BEGIN Extracted information

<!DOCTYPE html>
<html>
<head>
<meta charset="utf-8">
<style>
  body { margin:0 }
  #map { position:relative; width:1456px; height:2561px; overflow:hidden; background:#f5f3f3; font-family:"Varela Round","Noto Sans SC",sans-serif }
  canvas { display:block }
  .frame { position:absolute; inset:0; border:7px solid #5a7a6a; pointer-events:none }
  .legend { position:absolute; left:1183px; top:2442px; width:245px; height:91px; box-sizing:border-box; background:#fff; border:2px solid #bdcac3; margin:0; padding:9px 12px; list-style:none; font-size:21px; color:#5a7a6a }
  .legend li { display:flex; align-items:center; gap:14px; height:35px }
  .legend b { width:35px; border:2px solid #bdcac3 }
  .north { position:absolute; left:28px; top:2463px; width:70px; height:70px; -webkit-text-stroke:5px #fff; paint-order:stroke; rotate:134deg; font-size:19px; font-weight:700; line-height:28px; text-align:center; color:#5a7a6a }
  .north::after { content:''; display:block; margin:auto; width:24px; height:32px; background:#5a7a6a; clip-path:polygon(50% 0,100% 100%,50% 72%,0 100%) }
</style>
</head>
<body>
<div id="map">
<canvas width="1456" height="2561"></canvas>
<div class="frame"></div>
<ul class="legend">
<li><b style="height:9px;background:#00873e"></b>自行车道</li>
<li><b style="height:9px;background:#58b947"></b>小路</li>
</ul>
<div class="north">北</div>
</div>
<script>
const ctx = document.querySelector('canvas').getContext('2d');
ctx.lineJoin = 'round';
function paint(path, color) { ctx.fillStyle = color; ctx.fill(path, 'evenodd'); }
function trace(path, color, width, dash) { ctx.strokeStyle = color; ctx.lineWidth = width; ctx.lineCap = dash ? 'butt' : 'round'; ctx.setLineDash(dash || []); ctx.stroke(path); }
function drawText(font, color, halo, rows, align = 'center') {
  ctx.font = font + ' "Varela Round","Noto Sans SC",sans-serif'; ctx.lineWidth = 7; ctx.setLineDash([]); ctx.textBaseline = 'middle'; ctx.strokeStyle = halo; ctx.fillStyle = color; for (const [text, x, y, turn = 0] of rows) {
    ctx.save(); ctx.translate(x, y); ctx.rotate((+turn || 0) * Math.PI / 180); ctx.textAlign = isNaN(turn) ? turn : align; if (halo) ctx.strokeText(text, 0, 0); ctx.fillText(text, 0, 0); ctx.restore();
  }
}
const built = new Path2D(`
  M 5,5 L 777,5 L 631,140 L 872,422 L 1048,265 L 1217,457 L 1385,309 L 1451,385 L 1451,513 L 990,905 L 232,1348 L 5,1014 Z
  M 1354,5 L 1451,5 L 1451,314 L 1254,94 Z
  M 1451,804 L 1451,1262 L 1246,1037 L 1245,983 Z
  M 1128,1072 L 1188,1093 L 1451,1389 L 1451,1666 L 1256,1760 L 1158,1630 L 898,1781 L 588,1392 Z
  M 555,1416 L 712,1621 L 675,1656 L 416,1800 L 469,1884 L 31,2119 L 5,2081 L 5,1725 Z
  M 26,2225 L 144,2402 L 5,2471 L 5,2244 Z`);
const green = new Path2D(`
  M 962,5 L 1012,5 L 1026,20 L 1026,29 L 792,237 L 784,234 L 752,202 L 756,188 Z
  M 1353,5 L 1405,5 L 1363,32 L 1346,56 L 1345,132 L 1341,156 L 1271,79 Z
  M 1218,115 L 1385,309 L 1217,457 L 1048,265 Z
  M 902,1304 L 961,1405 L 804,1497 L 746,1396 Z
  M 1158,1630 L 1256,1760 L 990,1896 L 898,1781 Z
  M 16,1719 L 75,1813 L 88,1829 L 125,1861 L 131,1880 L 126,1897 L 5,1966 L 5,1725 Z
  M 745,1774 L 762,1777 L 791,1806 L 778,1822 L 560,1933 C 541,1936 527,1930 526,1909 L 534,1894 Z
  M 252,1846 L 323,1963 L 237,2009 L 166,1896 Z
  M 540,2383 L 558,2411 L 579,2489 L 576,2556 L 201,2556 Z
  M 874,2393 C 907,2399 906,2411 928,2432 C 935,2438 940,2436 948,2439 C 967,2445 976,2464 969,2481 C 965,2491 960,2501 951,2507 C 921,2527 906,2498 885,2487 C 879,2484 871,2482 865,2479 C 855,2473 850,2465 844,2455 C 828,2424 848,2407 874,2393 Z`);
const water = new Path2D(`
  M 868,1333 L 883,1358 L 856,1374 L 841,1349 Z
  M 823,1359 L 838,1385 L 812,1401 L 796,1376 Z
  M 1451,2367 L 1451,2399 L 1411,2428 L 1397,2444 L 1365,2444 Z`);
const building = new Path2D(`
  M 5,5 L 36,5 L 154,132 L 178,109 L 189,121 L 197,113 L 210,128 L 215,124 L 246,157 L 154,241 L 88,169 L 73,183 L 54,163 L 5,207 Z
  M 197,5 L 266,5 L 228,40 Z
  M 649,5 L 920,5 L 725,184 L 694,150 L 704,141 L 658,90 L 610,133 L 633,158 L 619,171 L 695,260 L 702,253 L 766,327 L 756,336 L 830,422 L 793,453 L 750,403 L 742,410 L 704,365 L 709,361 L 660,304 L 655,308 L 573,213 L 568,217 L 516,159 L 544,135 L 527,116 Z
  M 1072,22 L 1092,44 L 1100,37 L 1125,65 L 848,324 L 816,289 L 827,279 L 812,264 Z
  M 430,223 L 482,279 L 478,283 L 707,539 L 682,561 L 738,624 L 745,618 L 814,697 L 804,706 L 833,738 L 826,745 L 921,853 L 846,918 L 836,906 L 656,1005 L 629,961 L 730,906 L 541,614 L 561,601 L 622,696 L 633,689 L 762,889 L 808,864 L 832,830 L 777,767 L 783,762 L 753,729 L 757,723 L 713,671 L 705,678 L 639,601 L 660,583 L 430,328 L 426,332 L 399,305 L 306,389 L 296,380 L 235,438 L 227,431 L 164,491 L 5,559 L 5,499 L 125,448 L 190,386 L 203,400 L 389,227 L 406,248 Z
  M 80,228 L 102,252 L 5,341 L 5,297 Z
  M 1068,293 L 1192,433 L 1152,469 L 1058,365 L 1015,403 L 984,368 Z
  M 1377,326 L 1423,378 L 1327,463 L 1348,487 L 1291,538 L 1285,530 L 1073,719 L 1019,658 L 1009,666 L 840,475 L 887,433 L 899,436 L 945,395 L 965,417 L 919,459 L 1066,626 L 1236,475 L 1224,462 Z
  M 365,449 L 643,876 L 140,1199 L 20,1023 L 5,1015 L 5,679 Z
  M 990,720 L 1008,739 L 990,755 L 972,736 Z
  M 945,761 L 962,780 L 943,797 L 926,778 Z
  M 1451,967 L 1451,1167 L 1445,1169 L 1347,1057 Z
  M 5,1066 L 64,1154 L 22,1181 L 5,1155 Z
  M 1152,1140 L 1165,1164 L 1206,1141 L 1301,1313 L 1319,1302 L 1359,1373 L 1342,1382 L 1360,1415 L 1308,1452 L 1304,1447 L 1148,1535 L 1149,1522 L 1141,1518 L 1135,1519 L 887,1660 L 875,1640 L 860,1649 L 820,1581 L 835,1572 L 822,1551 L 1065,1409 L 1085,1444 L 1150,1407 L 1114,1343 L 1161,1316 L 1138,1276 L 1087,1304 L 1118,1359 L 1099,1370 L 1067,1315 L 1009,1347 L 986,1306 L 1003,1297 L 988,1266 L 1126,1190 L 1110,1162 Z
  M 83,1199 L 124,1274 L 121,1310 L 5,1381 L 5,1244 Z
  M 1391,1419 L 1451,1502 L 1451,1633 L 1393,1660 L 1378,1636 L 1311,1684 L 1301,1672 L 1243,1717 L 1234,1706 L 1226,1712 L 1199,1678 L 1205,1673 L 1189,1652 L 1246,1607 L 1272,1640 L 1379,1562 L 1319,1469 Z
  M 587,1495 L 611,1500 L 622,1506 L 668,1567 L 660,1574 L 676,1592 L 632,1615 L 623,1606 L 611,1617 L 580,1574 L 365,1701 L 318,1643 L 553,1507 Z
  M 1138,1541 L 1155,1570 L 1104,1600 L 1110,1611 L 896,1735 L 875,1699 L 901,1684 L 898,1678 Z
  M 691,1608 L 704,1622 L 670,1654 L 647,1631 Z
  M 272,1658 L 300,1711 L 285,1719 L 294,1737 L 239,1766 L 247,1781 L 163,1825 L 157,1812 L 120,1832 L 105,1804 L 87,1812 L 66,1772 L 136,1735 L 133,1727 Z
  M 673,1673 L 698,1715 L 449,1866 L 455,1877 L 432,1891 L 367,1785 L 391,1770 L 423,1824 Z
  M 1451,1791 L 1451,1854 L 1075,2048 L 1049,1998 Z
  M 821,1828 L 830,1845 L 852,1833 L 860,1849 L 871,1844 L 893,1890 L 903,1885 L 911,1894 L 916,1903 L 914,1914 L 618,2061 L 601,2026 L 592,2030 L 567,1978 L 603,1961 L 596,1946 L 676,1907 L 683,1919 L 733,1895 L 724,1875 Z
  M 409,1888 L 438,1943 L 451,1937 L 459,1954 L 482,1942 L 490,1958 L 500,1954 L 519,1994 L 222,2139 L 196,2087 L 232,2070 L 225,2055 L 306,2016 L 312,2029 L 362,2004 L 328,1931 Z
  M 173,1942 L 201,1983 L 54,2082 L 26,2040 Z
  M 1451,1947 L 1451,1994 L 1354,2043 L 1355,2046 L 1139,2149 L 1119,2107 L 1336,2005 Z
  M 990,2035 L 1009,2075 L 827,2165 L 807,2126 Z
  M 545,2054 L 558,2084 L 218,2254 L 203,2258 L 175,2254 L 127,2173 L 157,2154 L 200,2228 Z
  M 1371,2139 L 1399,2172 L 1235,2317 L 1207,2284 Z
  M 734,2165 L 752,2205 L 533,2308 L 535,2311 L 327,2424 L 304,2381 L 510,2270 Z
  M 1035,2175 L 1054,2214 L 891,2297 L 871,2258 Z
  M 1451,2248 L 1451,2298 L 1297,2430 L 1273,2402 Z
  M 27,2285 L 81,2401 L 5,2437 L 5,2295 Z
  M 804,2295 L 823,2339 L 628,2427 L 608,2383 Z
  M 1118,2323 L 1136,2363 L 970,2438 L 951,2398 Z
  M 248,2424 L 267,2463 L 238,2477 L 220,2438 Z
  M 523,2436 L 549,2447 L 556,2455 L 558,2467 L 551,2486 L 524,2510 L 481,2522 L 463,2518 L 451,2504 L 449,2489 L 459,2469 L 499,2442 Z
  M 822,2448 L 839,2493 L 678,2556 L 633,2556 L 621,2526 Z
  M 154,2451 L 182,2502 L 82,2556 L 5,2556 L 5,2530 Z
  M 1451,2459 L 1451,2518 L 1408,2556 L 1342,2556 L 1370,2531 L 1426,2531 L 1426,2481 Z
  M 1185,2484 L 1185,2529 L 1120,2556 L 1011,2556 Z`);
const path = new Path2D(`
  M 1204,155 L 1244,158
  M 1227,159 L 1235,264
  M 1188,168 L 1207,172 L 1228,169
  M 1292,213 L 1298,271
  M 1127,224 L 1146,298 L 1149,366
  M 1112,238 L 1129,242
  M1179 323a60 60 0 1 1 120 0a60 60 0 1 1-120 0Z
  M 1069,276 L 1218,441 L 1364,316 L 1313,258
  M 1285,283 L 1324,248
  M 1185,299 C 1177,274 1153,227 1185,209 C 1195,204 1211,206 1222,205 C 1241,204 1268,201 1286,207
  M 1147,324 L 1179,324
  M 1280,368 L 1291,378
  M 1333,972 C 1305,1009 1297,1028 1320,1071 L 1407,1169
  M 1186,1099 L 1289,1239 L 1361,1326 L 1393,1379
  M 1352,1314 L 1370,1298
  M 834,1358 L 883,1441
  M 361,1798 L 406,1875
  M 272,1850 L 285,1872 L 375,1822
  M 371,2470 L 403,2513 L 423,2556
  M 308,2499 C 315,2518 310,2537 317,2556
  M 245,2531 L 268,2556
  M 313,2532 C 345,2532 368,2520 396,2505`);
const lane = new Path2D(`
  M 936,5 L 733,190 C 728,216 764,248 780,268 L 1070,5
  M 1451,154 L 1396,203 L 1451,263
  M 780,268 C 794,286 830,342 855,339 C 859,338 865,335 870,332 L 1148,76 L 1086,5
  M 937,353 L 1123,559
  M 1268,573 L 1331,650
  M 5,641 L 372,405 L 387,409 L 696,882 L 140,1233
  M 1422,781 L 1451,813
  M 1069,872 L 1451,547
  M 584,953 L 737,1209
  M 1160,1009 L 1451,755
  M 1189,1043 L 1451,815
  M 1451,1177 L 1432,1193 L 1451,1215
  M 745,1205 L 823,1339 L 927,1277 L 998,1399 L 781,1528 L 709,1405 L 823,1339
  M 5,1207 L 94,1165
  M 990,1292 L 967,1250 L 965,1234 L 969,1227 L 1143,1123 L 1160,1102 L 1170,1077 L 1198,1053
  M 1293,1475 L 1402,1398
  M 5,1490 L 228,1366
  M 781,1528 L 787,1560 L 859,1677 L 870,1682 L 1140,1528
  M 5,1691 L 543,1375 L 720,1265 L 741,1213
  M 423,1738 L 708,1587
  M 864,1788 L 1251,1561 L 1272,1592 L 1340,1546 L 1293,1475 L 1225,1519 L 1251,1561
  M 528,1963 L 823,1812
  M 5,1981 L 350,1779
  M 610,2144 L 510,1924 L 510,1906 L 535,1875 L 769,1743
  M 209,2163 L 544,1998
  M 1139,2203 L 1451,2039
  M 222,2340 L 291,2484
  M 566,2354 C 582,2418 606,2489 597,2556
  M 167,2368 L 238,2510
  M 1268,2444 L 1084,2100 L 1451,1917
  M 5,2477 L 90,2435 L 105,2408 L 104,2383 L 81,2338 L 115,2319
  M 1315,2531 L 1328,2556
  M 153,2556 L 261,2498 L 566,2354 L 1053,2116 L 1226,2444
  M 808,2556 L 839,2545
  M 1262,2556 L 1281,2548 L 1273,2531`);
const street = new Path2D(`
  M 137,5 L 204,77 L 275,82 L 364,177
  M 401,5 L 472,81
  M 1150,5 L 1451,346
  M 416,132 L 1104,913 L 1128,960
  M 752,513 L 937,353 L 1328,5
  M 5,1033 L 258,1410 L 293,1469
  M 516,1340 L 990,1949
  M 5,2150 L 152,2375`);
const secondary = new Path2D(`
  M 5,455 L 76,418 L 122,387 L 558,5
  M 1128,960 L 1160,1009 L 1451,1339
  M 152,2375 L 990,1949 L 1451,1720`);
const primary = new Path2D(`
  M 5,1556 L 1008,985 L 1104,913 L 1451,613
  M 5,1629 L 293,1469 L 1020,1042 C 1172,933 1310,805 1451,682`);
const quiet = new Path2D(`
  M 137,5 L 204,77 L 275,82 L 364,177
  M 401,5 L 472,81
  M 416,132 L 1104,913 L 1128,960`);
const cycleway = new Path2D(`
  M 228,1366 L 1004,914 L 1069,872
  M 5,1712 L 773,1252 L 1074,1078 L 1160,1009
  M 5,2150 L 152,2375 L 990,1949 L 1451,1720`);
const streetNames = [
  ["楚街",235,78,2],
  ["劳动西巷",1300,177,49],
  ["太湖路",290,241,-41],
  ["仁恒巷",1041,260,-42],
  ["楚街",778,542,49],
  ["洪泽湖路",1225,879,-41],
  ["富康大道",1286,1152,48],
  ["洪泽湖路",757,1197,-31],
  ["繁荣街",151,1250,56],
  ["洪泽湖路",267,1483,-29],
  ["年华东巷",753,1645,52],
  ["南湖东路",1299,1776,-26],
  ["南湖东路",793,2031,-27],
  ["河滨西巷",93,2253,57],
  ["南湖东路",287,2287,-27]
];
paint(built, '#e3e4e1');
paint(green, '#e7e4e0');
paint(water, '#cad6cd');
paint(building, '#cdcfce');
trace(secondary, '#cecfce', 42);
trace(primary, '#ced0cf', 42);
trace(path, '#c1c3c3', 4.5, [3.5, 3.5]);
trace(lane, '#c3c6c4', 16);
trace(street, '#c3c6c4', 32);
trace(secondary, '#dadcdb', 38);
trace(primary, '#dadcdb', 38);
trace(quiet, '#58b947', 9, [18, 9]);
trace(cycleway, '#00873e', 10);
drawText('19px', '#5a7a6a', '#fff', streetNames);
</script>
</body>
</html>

END Extracted information

Work required
Looking at the records above, report how many lines contain the word "turn". Answer with the number only.

Solution
2